Logo Italia Oggi Italia Oggi 02/01/2019 di Giuliano Mandolesi
© ItaliaOggi

Le nuove cedolari valgono meno tasse per 5 mld. Se da un lato, infatti, i diversi regimi di tasse piatte, significano riduzione della pressione fiscale, dall'altro equivalgono a oltre 5 miliardi di minor entrate nelle casse dello Stato nel prossimo triennio. È questo l'effetto in termini di cassa delle quattro nuove tasse piatte introdotte dalla legge di Bilancio 2019 che di fatto evidenziano in maniera marcata l'intento del legislatore di allontanarsi sempre di più dall'Irpef progressiva per passare a sistemi di tassazione alternativi che se non resi però armonici all'interno del sistema fiscale rischiano il duplice e contrario risultato di portare sì beneficio ad alcuni ai contribuenti ma, rovescio della medaglia, di generare discriminazioni.

La cedolare più «costosa» è sicuramente quella dedicata alle partite Iva fino ai 65 mila euro ovvero l'ampliamento del regime forfettario.

Il vecchio regime con fatturato maggiorato dal 2019 infatti costerà a regime circa un miliardo e mezzo di euro con impatto ridotto nel suo primo anno di applicazione, solo 330,9 milioni, cifra relativa principalmente ai mancati introiti Iva e mitigata proprio dall'obbligo di rettifica dell'imposta sul valore aggiunto che i neo forfettari dovranno riversare se in possesso di magazzino o beni ammortizzabili acquisiti nel periodo di monitoraggio (5 anni per i beni e 10 per gli immobili). Al secondo posto, ma con impatto a partire dal 2021 è la nuova imposta sostitutiva del 20% per partite Iva con fatturato tra i 65.001 euro e i 100.000 euro.

La nuova tassa piatta che sarà applicabile dal 2020, inizierà a ridurre il peso delle imposte per i contribuenti a partire dal 2021 con un risparmio stimato di circa un miliardo e 200 milioni e dunque un costo praticamente irrisorio per le casse dello stato sia per l'anno 2019 sia per il 2020 (soli 109 milioni tra minori acconti da versare e il saldo prodotto tra minor gettito Iva e la rettifica detrazione dell'Iva stessa).

Al terzo posto dei sistemi flat più costosi si piazza la cedolare secca per gli immobili commerciali.La norma che allarga il perimetro di applicazione della cedolare secca anche agli immobili C/1 sotto i 600 metri quadri, si potrà applicare solo ai contratti sottoscritti nel 2019 e, proprio per via delle numerose restrizioni introdotte dal legislatore probabilmente anche per limitarne il costo, ha un impatto abbastanza ridotto sia in termini di minor gettito sia del complementare risparmio fiscale per gli interessati proprietari di negozi e botteghe.

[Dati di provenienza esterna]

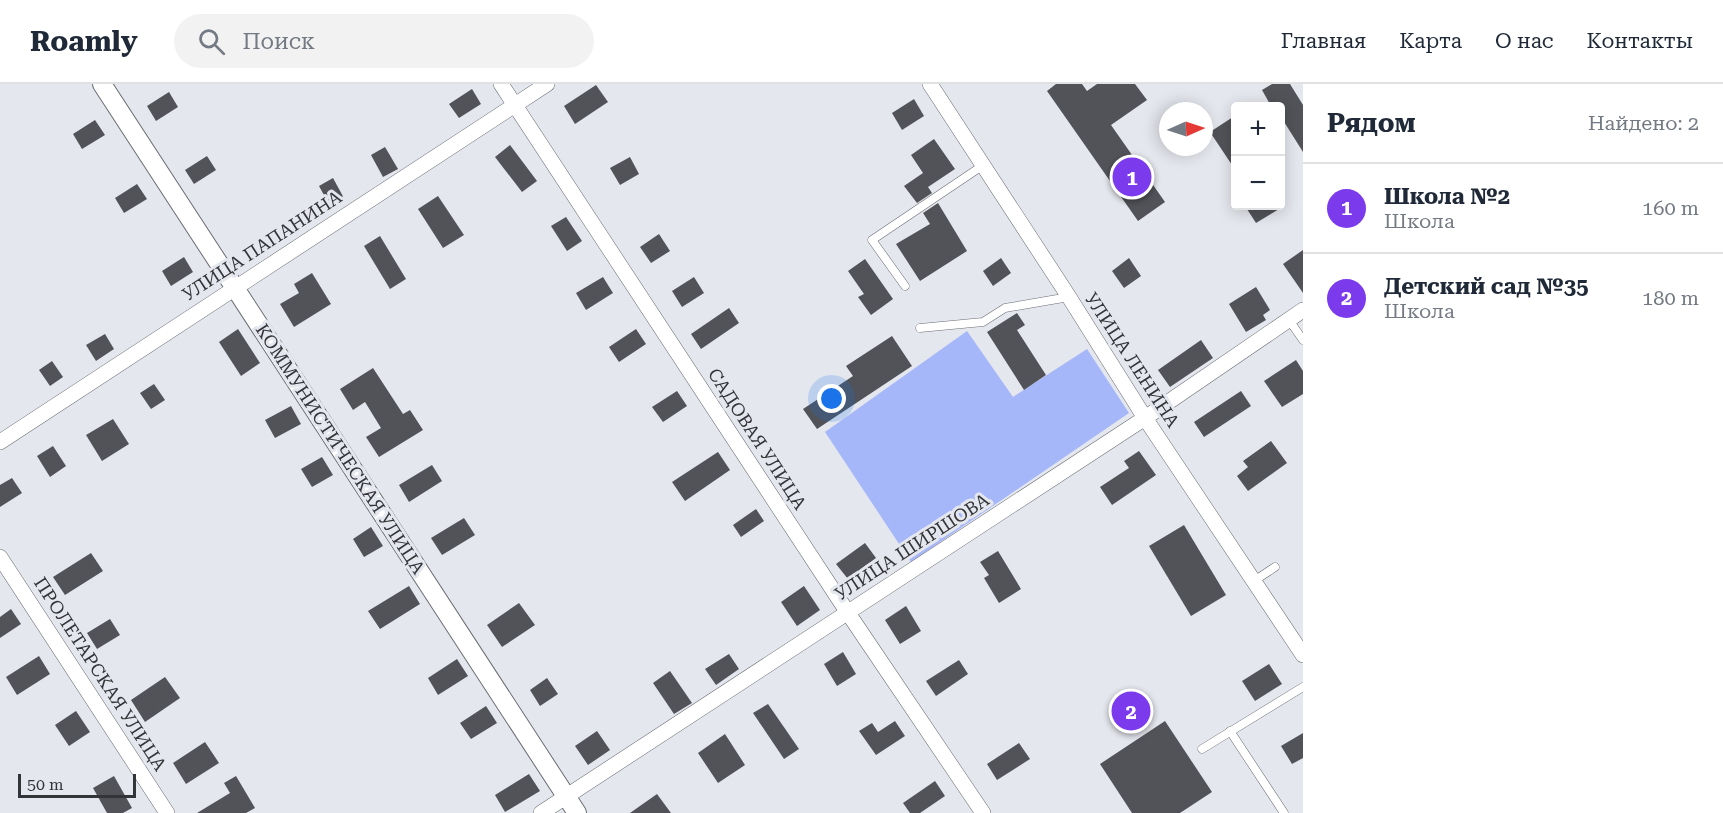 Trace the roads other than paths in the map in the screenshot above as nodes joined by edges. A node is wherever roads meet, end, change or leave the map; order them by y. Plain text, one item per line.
1 (102, 84) edge
2 (501, 84) edge
3 (547, 84) edge
4 (930, 84) edge
5 (514, 105) junction
6 (982, 166) junction
7 (905, 286) dead end
8 (235, 288) junction
9 (1069, 297) junction
10 (1303, 310) edge
11 (1289, 320) junction
12 (920, 328) dead end
13 (1303, 340) edge
14 (1145, 418) junction
15 (0, 442) edge
16 (0, 557) edge
17 (1275, 567) dead end
18 (1254, 581) junction
19 (848, 613) junction
20 (1303, 655) edge
21 (1303, 687) edge
22 (1230, 731) junction
23 (1202, 749) dead end
24 (566, 796) junction
25 (167, 813) edge
26 (541, 813) edge
27 (577, 813) edge
28 (983, 813) edge
29 (1284, 813) edge

1 - 8 street, КОММУНИСТИЧЕСКАЯ УЛИЦА
2 - 5 street, САДОВАЯ УЛИЦА
3 - 5 street, УЛИЦА ПАПАНИНА
4 - 6 street, УЛИЦА ЛЕНИНА
5 - 8 street, УЛИЦА ПАПАНИНА
5 - 19 street, САДОВАЯ УЛИЦА
6 - 7 lane
6 - 9 street, УЛИЦА ЛЕНИНА
8 - 15 street, УЛИЦА ПАПАНИНА
8 - 24 street, КОММУНИСТИЧЕСКАЯ УЛИЦА
9 - 12 lane
9 - 14 street, УЛИЦА ЛЕНИНА
10 - 11 street, УЛИЦА ШИРШОВА
11 - 13 lane
11 - 14 street, УЛИЦА ШИРШОВА
14 - 18 street, УЛИЦА ЛЕНИНА
14 - 19 street, УЛИЦА ШИРШОВА
16 - 25 street, ПРОЛЕТАРСКАЯ УЛИЦА
17 - 18 lane
18 - 20 street, УЛИЦА ЛЕНИНА
19 - 24 street, УЛИЦА ШИРШОВА
19 - 28 street, САДОВАЯ УЛИЦА
21 - 22 lane
22 - 23 lane
22 - 29 lane
24 - 26 street, УЛИЦА ШИРШОВА
24 - 27 street, КОММУНИСТИЧЕСКАЯ УЛИЦА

La cedolare secca infatti nel 2019 costerà allo Stato circa 260 milioni di cui 241 milioni di minor imposta sul reddito delle persone fisiche (Irpef) e 20 milioni di mancati introiti relativi all'imposta di registro (non prevista in caso di applicazione del regime agevolato) e a regime porterà un beneficio per i contribuenti sulla media dei 163 milioni per anno.

Sull'ultimo gradino del podio, di certo la cedolare più particolare oltre ad essere la meno costosa è l'imposta sostitutiva sui compensi derivanti dalla attività di lezioni private e ripetizioni. La nuova flat tax per gli insegnanti, introdotta per tentare di intercettare l'evasione nel settore delle ripetizioni private stimato in uno studio della Fondazione Einaudi in circa 1 miliardo di euro prevede che dal 2019 i compensi percepiti per attività di lezioni private e ripetizioni, esercitata da docenti titolari di cattedre nelle scuole di ogni ordine e grado, sono soggetti a un'imposta sostitutiva delle imposte sui redditi con aliquota pari al 15%. Il costo della norma è ridotto così come i benefici prodotti e si parte dai 28,5 milioni del 2020, ai 17,1 milioni nel 2021.